The World Leadership Awards have been prepared by the World Leadership Forum of England, UK (reportedly dissolved as of 2012), and have been presented to city leaders who have shown exceptional imagination, foresight or resilience in a number of key fields - especially cities that have reversed trends, shaken off traditional images, and acted as an example and inspiration to others.

The Awards were instituted in 2005 and awarded in 2006 and 2007. Press releases from some winners have indicated that in 2006, around 400 cities worldwide, were invited to compete in 15 categories of urban quality and improvement.
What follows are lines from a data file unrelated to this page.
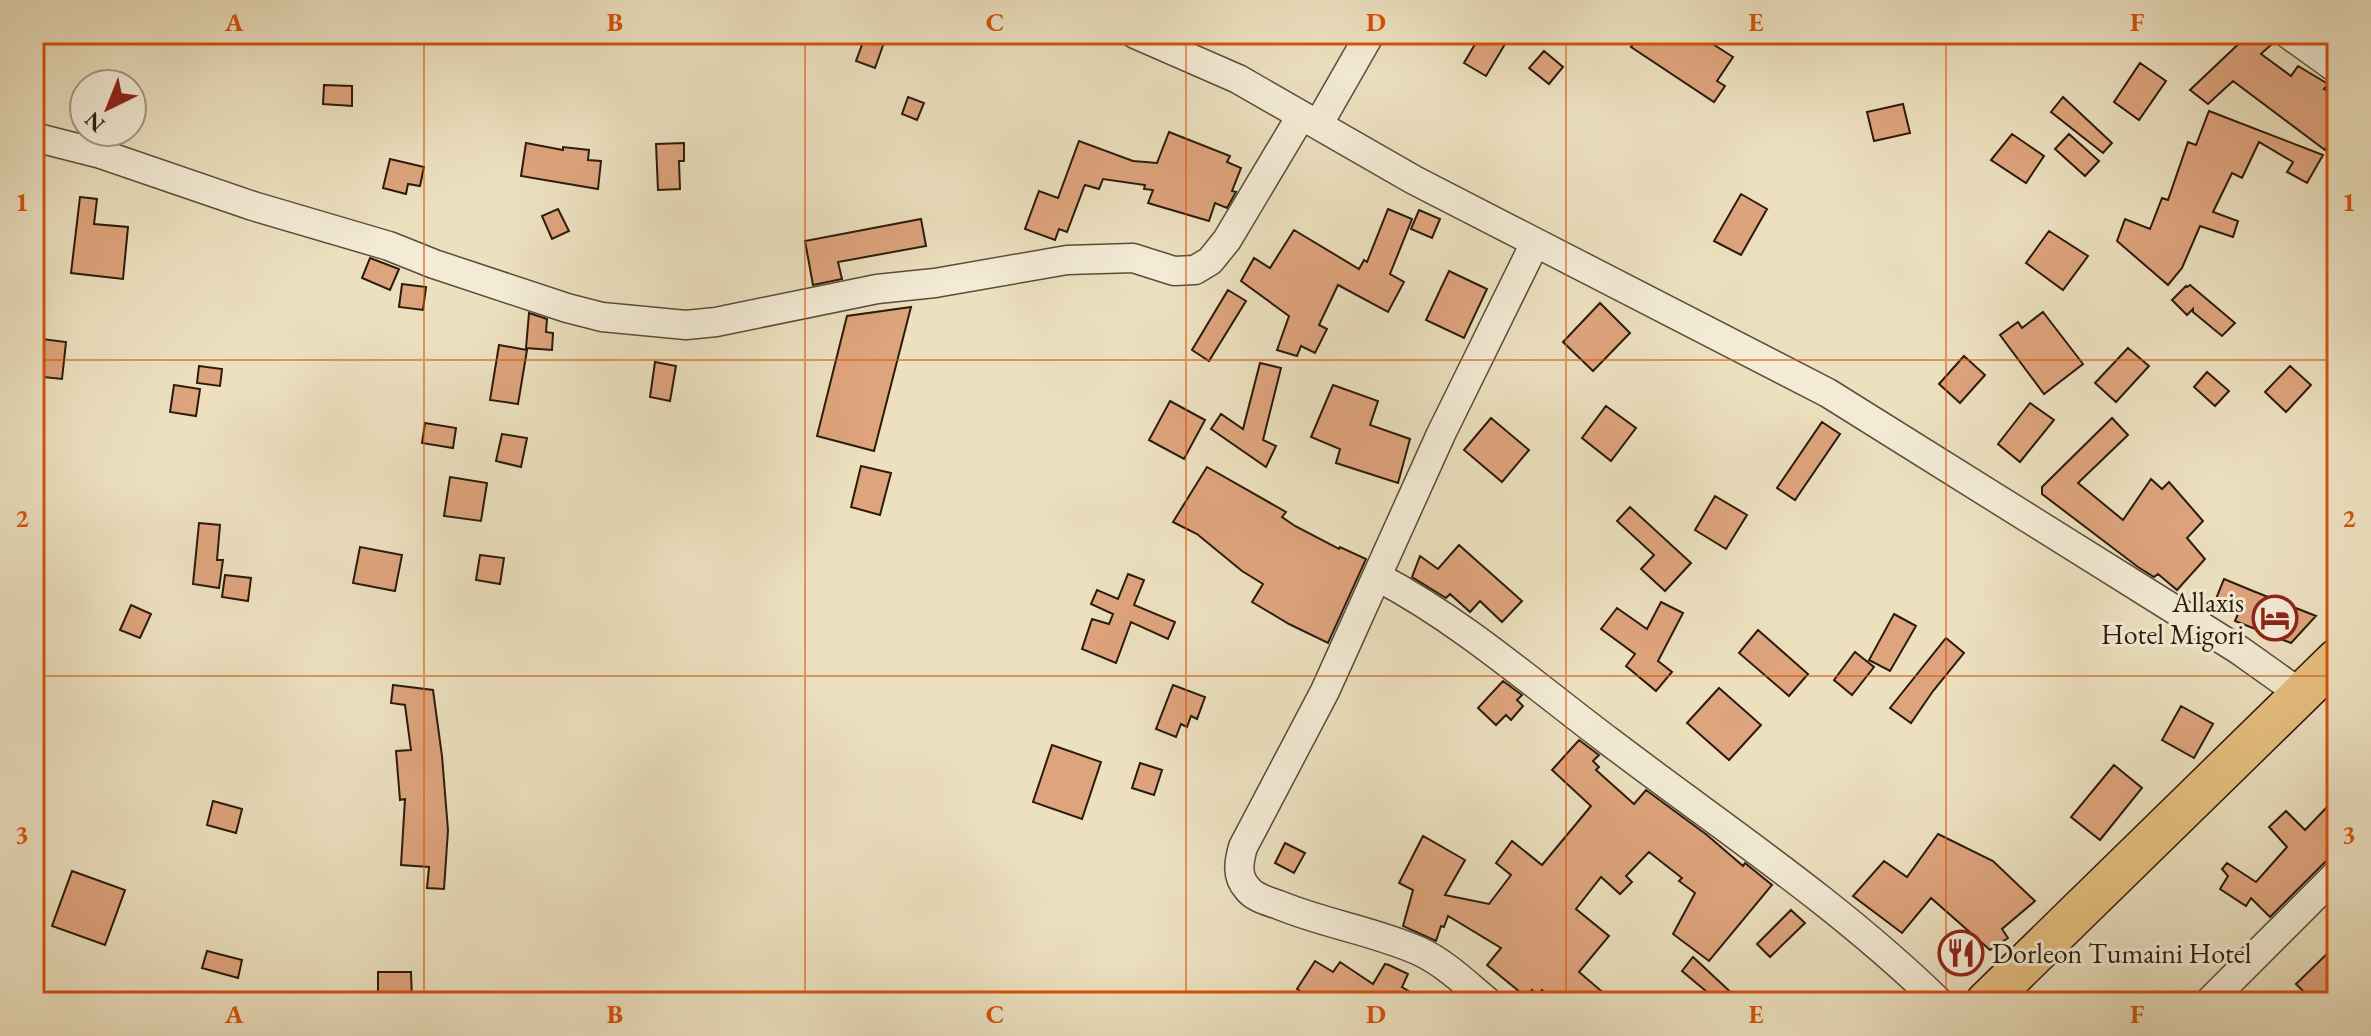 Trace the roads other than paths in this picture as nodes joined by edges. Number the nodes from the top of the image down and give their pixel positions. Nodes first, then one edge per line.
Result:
1 (1135, 34) edge
2 (1370, 34) edge
3 (2288, 34) edge
4 (1185, 45) edge
5 (2337, 69) edge
6 (1310, 120) junction
7 (34, 137) edge
8 (1535, 243) junction
9 (1378, 577) junction
10 (2337, 659) edge
11 (2301, 694) junction
12 (2337, 874) edge
13 (1488, 1002) edge
14 (1939, 1002) edge
15 (1986, 1002) edge
16 (2209, 1002) edge

1 - 4 street
2 - 6 street
3 - 5 street
4 - 6 street
6 - 7 street
6 - 8 street
8 - 9 street
8 - 11 street
9 - 13 street
9 - 14 street
10 - 11 highway
11 - 15 highway
12 - 16 street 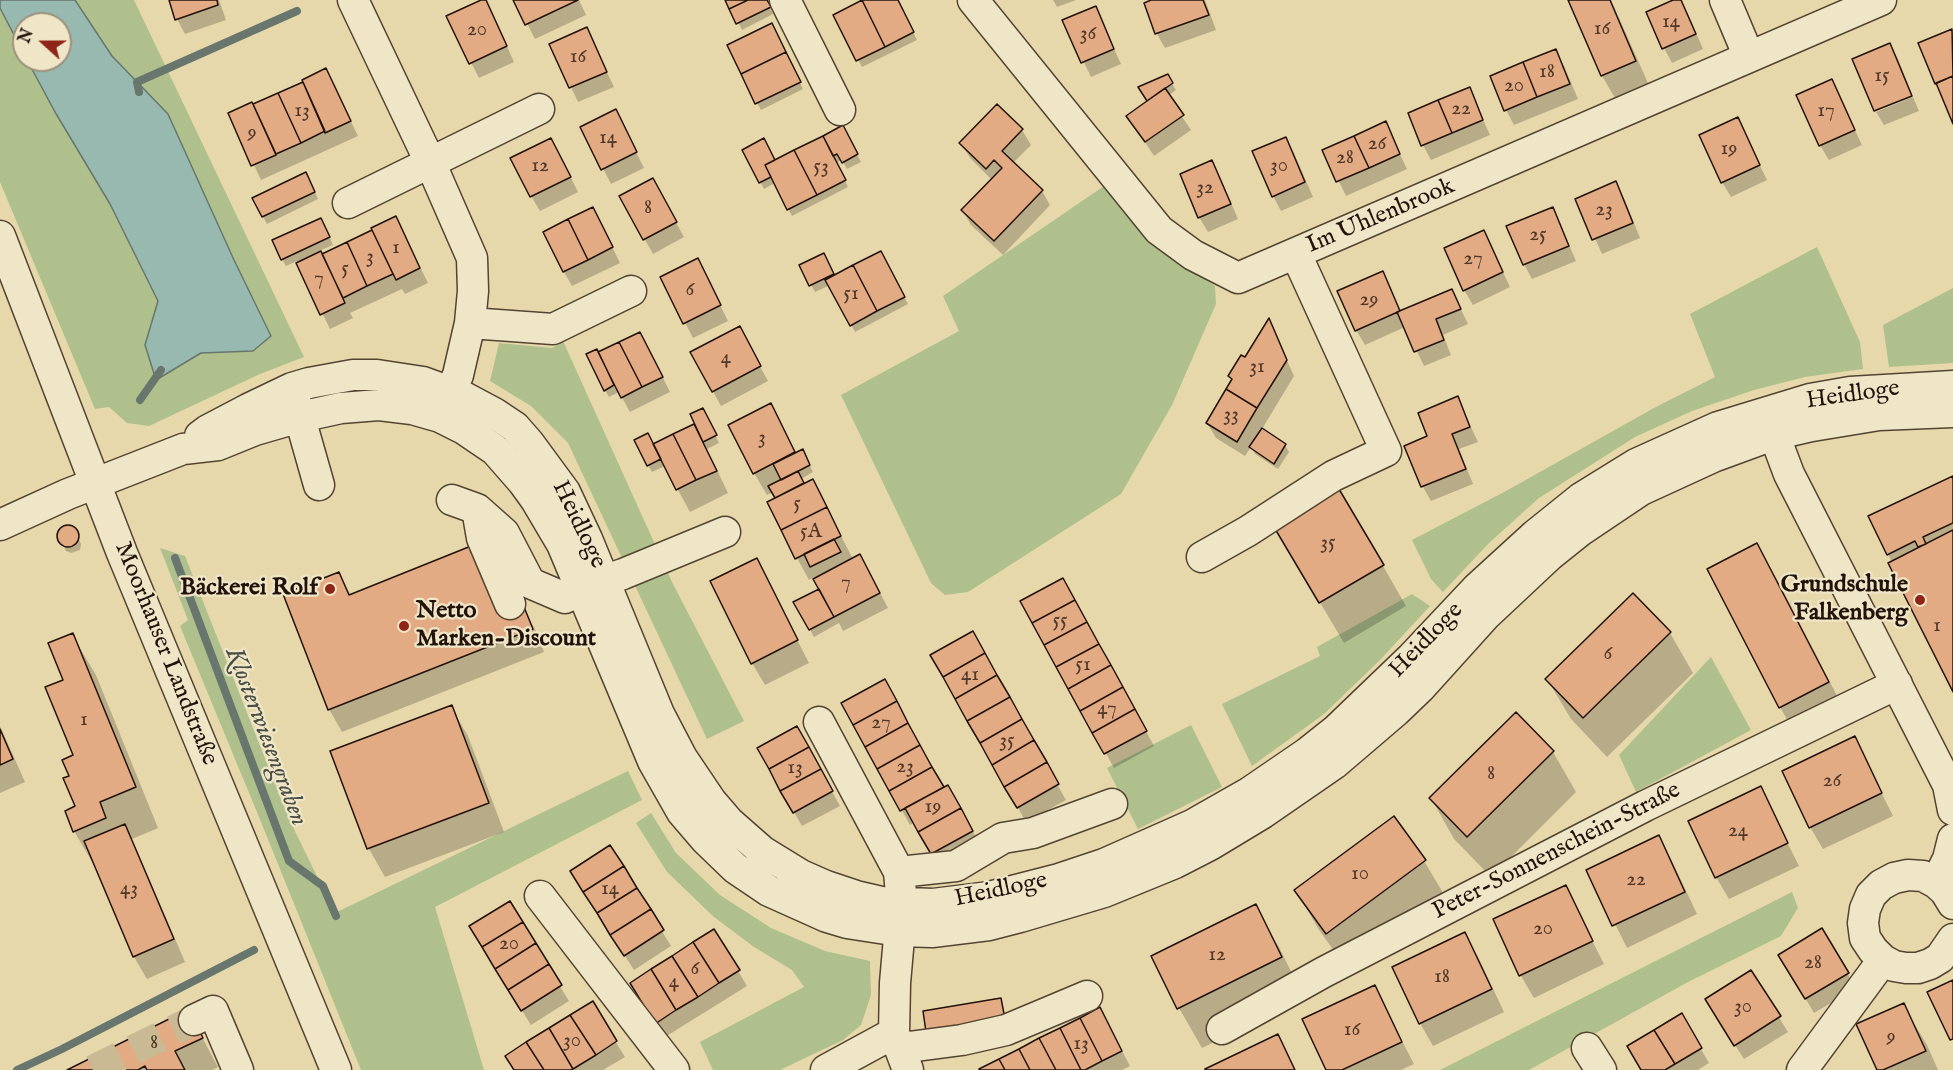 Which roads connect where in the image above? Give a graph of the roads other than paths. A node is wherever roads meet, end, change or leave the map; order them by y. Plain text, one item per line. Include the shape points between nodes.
1 (353, 0) edge
2 (973, 0) edge
3 (1725, 0) edge
4 (1881, 0) edge
5 (797, 4) edge
6 (1749, 57) junction
7 (538, 109) dead end
8 (840, 110) dead end
9 (430, 162) junction
10 (348, 203) dead end
11 (0, 236) edge
12 (1296, 254) junction
13 (631, 291) dead end
14 (470, 323) junction
15 (1953, 386) edge
16 (292, 388) junction
17 (445, 404) junction
18 (1953, 412) edge
19 (300, 417) junction
20 (1769, 423) junction
21 (183, 449) junction
22 (96, 483) junction
23 (319, 485) dead end
24 (0, 525) edge
25 (725, 532) dead end
26 (1202, 557) dead end
27 (592, 585) junction
28 (510, 604) dead end
29 (1897, 684) junction
30 (819, 722) dead end
31 (1112, 804) dead end
32 (1953, 810) edge
33 (1953, 839) edge
34 (899, 872) junction
35 (1945, 893) edge
36 (540, 896) dead end
37 (901, 918) junction
38 (1953, 939) edge
39 (1883, 960) junction
40 (1087, 996) dead end
41 (194, 1020) tunnel mouth
42 (1222, 1029) dead end
43 (901, 1050) edge
44 (238, 1070) edge
45 (336, 1070) edge
46 (674, 1070) edge
47 (826, 1070) edge
48 (1802, 1070) edge

1 - 9 street
2 - 12 street, Im Uhlenbrook via 1159,230 1193,255 1238,278
3 - 6 street
4 - 6 street, Im Uhlenbrook
5 - 8 street
6 - 12 street, Im Uhlenbrook
7 - 9 street
9 - 10 street
9 - 14 street via 472,258
11 - 22 street, Moorhauser Landstraße
12 - 26 street via 1386,451 1333,476
13 - 14 street via 553,329
14 - 17 street via 458,375
15 - 20 street, Heidloge via 1850,392 1810,399
16 - 17 street, Heidloge via 330,378 377,375 423,382
16 - 19 street
16 - 21 street, Heidloge via 208,430
17 - 19 street, Heidloge via 412,409 379,405 341,408
17 - 27 street, Heidloge via 464,429 495,450 524,482
18 - 20 street, Heidloge via 1879,415 1812,426
19 - 21 street, Heidloge via 218,445
19 - 23 street
20 - 29 street via 1789,474
20 - 37 street, Heidloge via 1718,427 1636,464 1581,498 1508,559 1336,730 1299,759 1222,808 1104,864 979,899 933,904
21 - 22 street, Heidloge
22 - 24 street, Heidloge
22 - 45 street, Moorhauser Landstraße
25 - 27 street
27 - 28 street via 565,597 530,583 504,533 464,505
27 - 37 street, Heidloge via 688,767 729,822 762,851 801,874
29 - 32 street via 1948,785
29 - 42 street, Peter-Sonnenschein-Straße via 1645,806
30 - 34 street
31 - 34 street via 1033,833 1003,838 956,866
33 - 35 street
34 - 37 street
35 - 39 street via 1923,876 1908,874 1881,885 1871,895 1863,923 1865,938
36 - 46 street
37 - 43 street via 895,983
38 - 39 street via 1940,957 1918,968 1894,966
39 - 48 street
40 - 43 street via 1006,1030
41 - 44 street via 213,1011
43 - 47 street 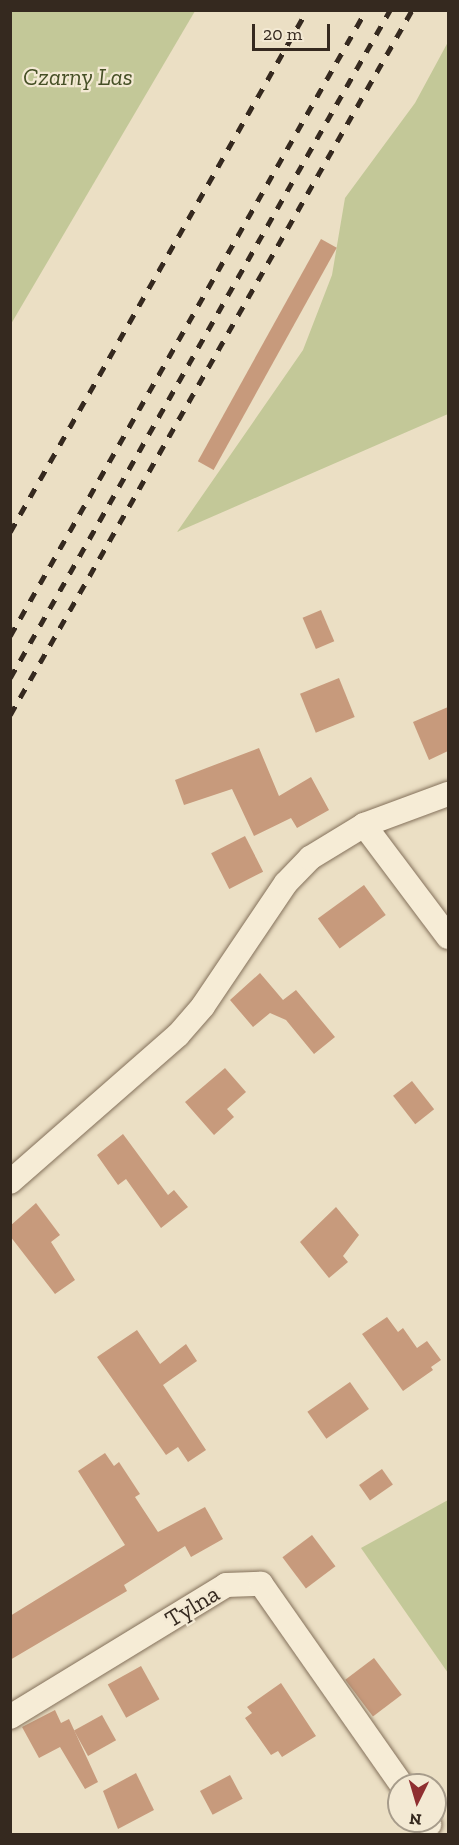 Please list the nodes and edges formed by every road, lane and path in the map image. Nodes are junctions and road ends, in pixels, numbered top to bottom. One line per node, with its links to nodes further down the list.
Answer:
1 (448, 794): 2 (street)
2 (364, 825): 3 (street); 4 (street)
3 (448, 937)
4 (10, 1182)
5 (10, 1716): 6 (street, Tylna)
6 (394, 1773)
Note that the Awards (or others of the same name) have since been awarded in 2012, after the apparent 2009 collapse of the sponsoring World Leadership Forum organization.

Winners
(For full list of 2006 winners, see separate heading below.)

 World Leadership Awards
- category: Architecture & Civil Engineering
- category: Culture & the Arts
- category: Housing
- category: Economy &/or Employment
- category: Environment
 2006 - Salt Lake City, Utah, USA

- category: Law & Order

- category: Urban Renewal
 2005 - Phnom Penh, Cambodia
 2006 - St. Louis, Missouri, USA
 - Other Shortlist finalists for 2006:
 * Kansas City, Missouri, USA
 * Manchester, England, UK
 * Calcutta, India

- category: Transport

- category: Utilities / Water / Conservation
 2006 - Albuquerque, New Mexico, USA (mayor: Martin Chávez)

Winners in 2006
The winners of the 2006 World Leadership Awards were announced at the Royal Courts of Justice in London.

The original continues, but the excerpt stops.